Case: DataBoard ApS: Start-ups and downs

Photo by Balázs Kétyi on Unsplash

By Thomas J. Howard; associate profesor at DTU, Carina Lomberg, professor at DTU, Rasmus Bushøj, and Jesper Hart-Hansen

This story follows the journey of DataBoard, a promising B2B tech startup led by Rasmus, which faced numerous challenges after securing early investment from Capnova. Despite strong commercial traction and an enthusiastic sales effort, the company struggled with an unstable product and a team lacking the required expertise.

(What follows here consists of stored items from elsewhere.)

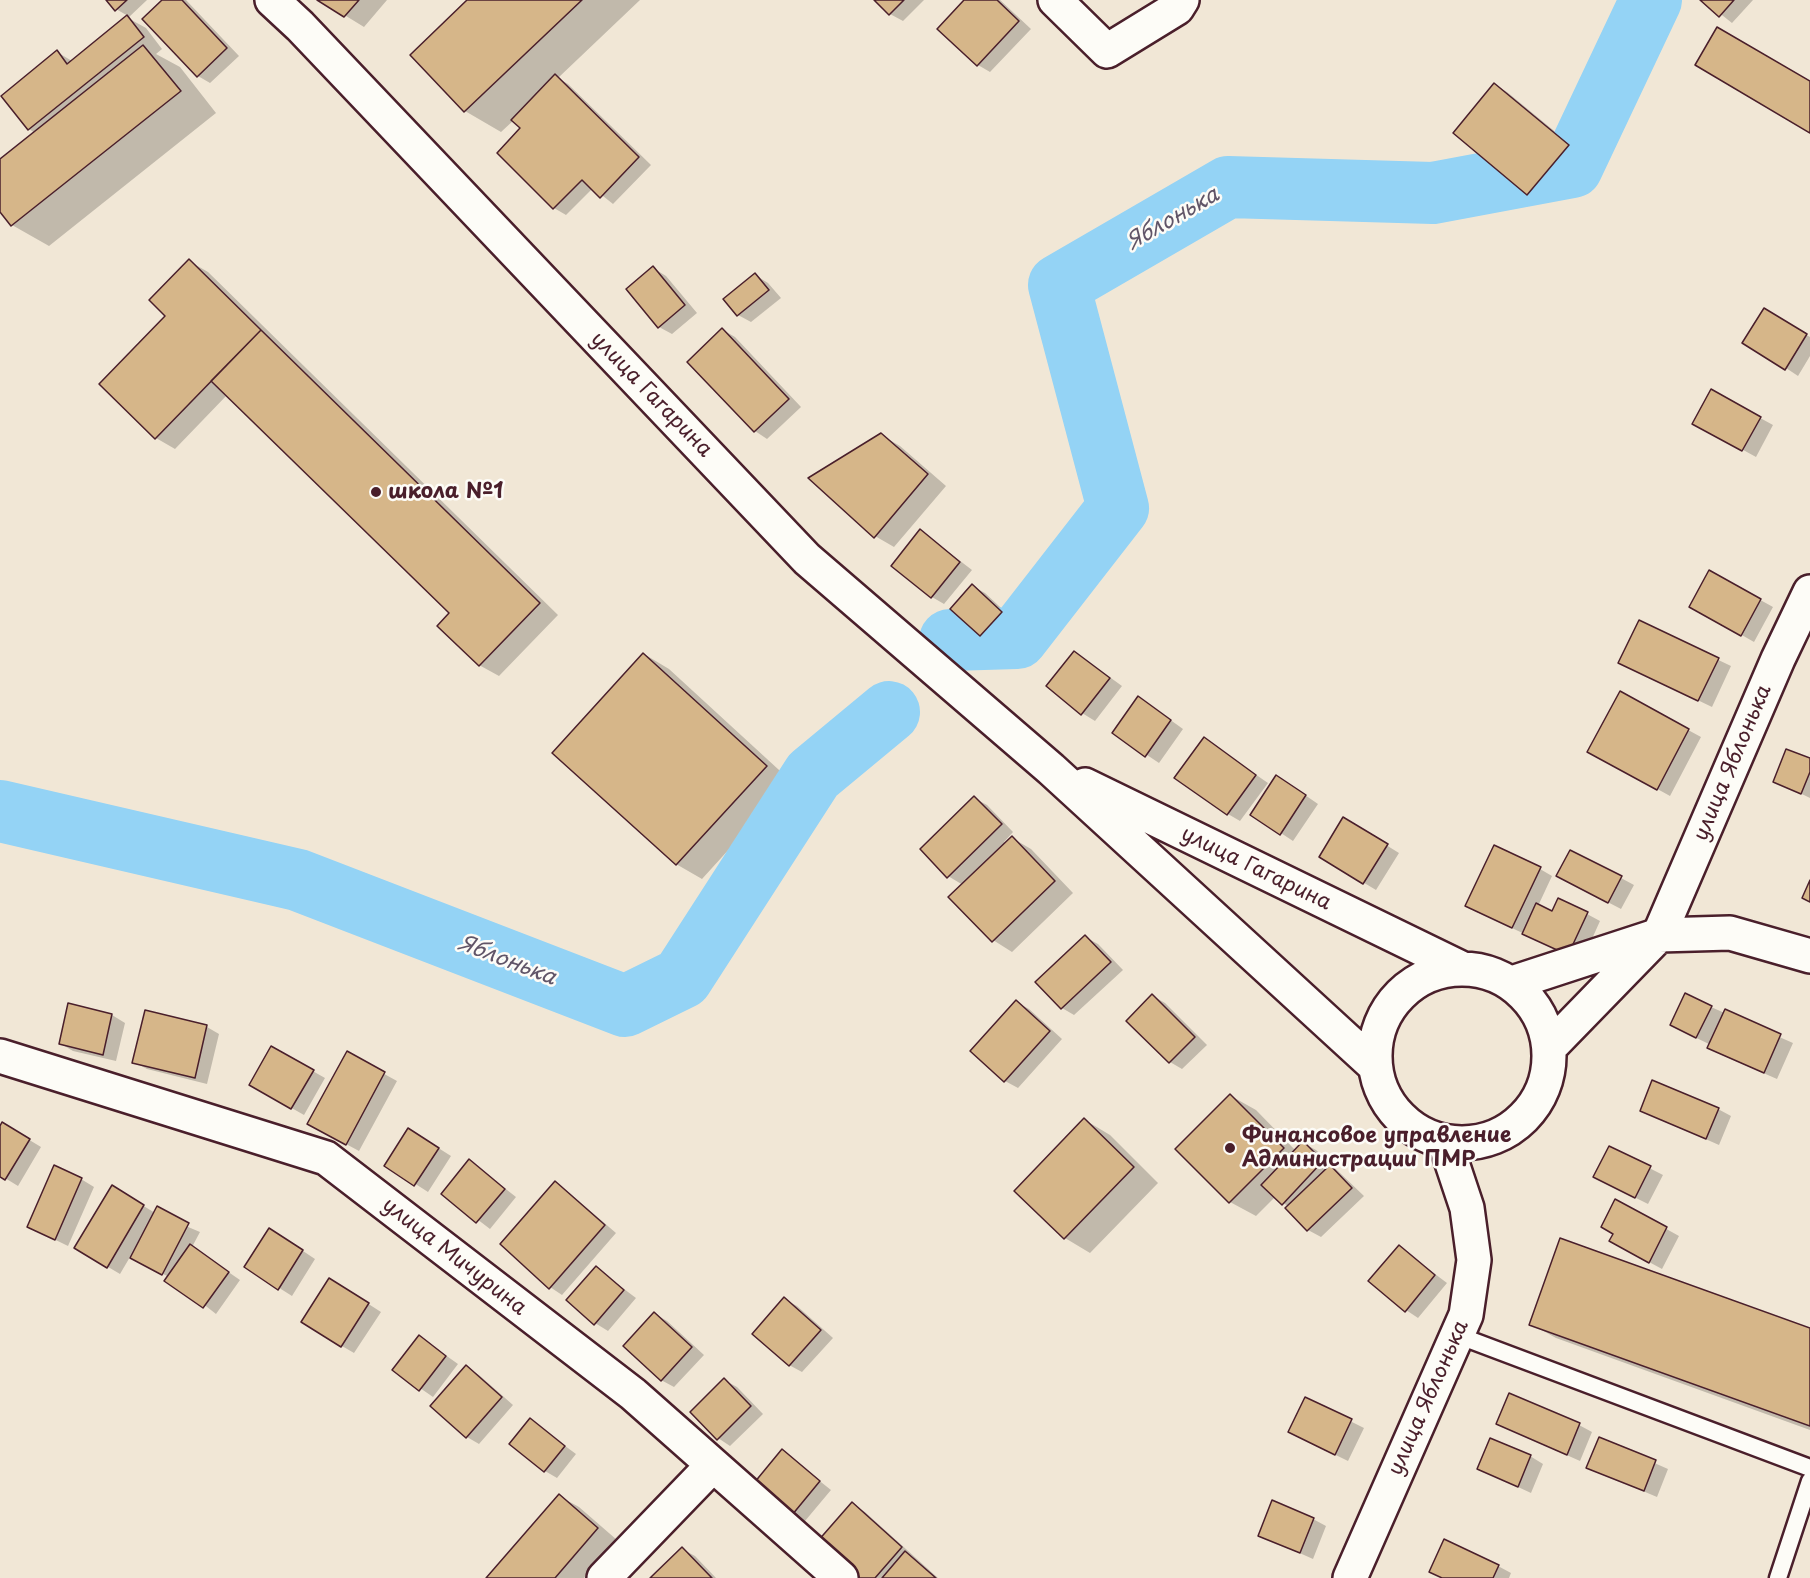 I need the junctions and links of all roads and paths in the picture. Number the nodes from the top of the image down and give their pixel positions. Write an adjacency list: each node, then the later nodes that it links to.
1 (272, 0): 5 (street, улица Гагарина)
2 (1055, 0): 3 (street)
3 (1182, 0)
4 (1810, 592): 6 (street, улица Яблонька)
5 (1051, 769): 8 (street, улица Гагарина); 12 (street, улица Гагарина)
6 (1659, 935): 7 (street); 9 (street); 10 (street)
7 (1810, 956)
8 (1461, 968): 9 (street, улица Гагарина); 12 (street, улица Гагарина)
9 (1512, 983): 10 (street, улица Гагарина)
10 (1550, 1047): 13 (street, улица Гагарина)
11 (0, 1056): 15 (street, улица Мичурина)
12 (1375, 1066): 13 (street, улица Гагарина)
13 (1445, 1142): 14 (street, улица Яблонька)
14 (1457, 1335): 16 (lane); 20 (street, улица Яблонька)
15 (712, 1465): 18 (street); 19 (street, улица Мичурина)
16 (1810, 1468)
17 (1810, 1481): 21 (lane)
18 (604, 1578)
19 (841, 1578)
20 (1350, 1578)
21 (1778, 1578)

With mounting financial pressure, miscommunications, and delayed milestones, DataBoard ultimately went bankrupt within a year of its initial investment, marking the end of a turbulent but valuable entrepreneurial journey for Rasmus and his team. 

About the Article

The article is based on Chapter 18: DataBoard ApS: start-ups and downs, from the book REFRAMING THE CASE METHOD IN ENTREPRENEURSHIP EDUCATION.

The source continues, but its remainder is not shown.